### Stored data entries
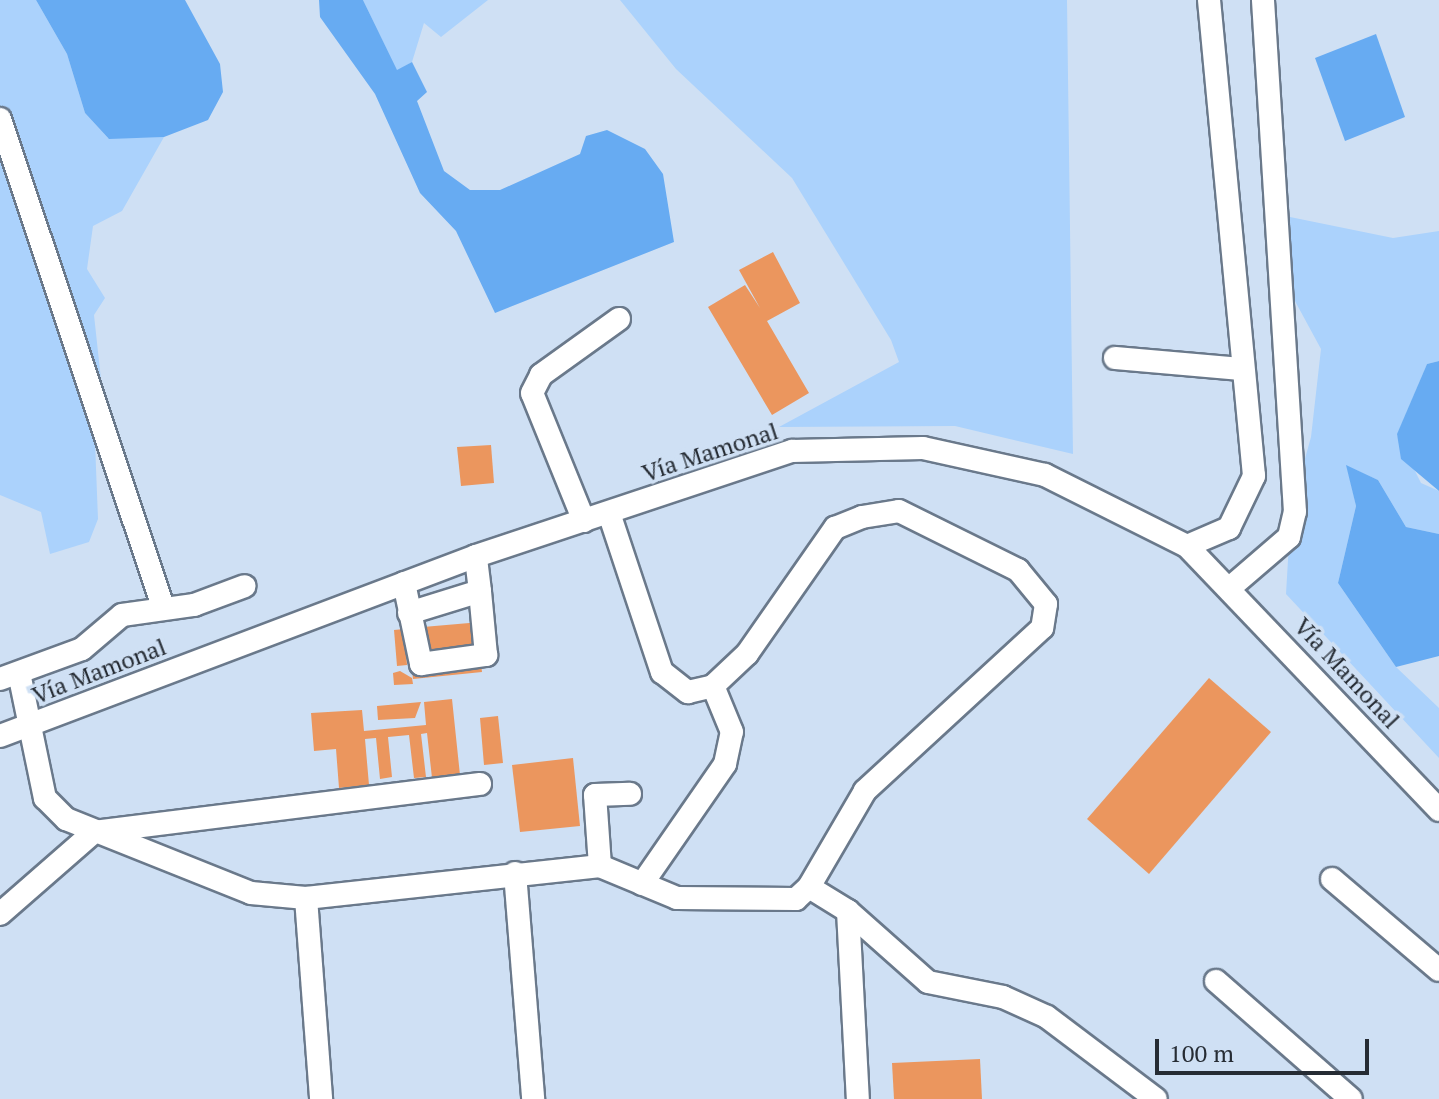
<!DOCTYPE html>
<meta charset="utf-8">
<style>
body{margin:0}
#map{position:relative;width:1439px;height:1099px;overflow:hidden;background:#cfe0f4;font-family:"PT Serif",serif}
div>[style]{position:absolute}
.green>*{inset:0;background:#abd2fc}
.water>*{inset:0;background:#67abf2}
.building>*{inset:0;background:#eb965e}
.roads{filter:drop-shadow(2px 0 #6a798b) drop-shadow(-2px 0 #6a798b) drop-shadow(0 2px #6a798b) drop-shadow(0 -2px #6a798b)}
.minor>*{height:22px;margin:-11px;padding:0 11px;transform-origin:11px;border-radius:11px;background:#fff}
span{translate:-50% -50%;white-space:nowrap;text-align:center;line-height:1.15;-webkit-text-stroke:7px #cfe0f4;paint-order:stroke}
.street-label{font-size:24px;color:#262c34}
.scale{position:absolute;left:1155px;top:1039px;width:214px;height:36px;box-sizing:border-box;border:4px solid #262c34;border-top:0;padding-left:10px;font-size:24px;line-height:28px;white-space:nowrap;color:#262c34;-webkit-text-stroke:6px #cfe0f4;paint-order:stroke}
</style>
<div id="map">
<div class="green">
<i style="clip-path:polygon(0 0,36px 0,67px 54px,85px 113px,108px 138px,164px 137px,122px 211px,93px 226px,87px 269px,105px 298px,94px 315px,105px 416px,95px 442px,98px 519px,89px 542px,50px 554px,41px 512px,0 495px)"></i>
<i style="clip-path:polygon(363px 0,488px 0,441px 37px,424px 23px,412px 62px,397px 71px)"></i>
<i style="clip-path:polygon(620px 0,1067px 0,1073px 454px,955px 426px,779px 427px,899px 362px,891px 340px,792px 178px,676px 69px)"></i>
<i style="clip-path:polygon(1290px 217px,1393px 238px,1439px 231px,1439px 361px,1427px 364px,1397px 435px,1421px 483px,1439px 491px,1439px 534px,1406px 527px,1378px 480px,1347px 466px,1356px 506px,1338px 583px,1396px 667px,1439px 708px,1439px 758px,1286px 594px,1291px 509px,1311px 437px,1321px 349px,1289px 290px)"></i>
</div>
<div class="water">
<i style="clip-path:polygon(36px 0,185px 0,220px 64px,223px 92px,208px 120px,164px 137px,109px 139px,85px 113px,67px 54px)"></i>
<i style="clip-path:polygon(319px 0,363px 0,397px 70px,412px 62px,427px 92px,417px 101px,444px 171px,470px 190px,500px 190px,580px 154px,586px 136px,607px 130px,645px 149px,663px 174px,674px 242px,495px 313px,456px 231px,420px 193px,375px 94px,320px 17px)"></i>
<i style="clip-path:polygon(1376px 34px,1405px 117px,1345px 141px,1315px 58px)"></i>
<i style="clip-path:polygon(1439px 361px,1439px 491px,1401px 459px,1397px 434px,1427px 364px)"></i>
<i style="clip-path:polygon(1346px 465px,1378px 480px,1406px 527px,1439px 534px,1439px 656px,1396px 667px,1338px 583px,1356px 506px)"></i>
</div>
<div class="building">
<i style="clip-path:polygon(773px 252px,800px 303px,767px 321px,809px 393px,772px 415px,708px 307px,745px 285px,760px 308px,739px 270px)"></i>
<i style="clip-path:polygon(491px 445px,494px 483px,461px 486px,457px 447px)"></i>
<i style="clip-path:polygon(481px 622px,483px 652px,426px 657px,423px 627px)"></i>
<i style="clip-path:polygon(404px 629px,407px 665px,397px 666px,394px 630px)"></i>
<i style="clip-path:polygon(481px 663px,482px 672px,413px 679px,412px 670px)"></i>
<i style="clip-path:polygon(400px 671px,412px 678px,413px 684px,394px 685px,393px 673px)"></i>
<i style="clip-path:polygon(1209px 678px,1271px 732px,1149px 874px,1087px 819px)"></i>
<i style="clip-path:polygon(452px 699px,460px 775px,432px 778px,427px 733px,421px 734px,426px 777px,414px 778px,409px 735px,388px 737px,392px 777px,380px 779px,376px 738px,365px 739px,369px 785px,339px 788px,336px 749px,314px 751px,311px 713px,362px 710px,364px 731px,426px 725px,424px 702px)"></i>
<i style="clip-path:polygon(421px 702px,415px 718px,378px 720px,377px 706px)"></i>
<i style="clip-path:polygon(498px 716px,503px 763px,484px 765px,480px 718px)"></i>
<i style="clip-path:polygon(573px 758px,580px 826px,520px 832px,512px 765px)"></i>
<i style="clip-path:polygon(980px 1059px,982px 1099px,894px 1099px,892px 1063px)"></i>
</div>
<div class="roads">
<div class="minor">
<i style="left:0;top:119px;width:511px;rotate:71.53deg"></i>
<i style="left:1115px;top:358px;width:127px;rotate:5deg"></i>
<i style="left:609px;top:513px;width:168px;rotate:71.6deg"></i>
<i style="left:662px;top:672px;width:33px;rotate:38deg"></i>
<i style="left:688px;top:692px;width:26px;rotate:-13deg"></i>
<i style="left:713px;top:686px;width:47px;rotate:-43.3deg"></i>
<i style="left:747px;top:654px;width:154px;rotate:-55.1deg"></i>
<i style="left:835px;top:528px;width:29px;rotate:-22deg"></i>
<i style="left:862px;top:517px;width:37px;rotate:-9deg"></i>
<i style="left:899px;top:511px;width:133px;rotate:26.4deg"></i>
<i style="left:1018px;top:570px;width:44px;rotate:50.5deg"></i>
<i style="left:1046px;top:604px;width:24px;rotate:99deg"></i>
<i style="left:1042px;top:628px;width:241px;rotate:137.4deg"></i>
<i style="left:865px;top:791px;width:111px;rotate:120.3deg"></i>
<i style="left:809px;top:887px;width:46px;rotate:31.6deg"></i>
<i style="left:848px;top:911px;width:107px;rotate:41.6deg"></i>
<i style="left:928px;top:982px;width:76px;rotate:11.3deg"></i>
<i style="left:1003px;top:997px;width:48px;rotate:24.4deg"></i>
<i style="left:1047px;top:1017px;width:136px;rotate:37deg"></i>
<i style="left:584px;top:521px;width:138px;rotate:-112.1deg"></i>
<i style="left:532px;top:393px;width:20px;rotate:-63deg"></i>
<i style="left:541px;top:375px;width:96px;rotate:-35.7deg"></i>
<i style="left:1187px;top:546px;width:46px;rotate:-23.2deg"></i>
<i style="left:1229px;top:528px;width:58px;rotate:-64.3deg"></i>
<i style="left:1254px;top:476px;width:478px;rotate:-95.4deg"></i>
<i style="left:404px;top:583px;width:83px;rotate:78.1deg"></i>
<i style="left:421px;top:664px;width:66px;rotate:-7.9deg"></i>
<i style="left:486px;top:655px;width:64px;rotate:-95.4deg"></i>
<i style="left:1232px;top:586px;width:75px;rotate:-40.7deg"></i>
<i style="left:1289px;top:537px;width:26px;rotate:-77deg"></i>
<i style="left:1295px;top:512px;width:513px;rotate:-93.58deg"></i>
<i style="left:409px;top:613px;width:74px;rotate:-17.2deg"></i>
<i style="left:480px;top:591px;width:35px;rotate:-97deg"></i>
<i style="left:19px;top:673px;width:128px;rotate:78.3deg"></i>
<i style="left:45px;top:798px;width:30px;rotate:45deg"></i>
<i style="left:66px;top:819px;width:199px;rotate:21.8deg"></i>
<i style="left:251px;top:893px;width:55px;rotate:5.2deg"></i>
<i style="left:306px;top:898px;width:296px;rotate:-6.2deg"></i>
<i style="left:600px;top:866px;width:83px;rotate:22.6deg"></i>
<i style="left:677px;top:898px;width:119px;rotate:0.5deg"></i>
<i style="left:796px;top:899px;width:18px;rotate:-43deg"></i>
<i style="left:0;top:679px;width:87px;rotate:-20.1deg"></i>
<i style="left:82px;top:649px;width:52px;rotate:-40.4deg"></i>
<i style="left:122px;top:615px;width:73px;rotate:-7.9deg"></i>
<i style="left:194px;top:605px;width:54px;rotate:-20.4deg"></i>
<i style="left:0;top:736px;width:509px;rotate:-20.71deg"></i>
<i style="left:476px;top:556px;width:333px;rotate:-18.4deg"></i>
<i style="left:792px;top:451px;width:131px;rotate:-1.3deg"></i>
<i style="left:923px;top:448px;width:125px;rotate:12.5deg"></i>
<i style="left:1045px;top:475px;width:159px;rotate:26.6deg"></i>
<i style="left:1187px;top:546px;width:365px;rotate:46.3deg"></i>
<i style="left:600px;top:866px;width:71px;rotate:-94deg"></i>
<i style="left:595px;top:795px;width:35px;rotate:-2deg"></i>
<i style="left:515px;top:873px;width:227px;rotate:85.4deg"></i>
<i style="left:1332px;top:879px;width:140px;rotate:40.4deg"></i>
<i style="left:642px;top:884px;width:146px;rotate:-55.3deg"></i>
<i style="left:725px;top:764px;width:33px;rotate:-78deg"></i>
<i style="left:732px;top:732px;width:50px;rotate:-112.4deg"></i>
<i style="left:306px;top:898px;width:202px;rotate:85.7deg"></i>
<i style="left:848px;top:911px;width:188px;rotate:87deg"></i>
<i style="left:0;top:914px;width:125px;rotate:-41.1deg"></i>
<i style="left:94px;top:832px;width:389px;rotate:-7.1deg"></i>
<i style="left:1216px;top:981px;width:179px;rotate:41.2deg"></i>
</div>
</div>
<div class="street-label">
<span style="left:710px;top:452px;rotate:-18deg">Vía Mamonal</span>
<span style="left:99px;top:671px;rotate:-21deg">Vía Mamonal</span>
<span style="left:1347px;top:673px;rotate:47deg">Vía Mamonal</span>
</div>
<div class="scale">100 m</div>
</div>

### Task instructions
From the first line of the entries above down to the line holding "0 #6a798b) drop-shadow(-2px", quote each line exactly and nothing else, skipping pictures.

### Task response
<!DOCTYPE html>
<meta charset="utf-8">
<style>
body{margin:0}
#map{position:relative;width:1439px;height:1099px;overflow:hidden;background:#cfe0f4;font-family:"PT Serif",serif}
div>[style]{position:absolute}
.green>*{inset:0;background:#abd2fc}
.water>*{inset:0;background:#67abf2}
.building>*{inset:0;background:#eb965e}
.roads{filter:drop-shadow(2px 0 #6a798b) drop-shadow(-2px 0 #6a798b) drop-shadow(0 2px #6a798b) drop-shadow(0 -2px #6a798b)}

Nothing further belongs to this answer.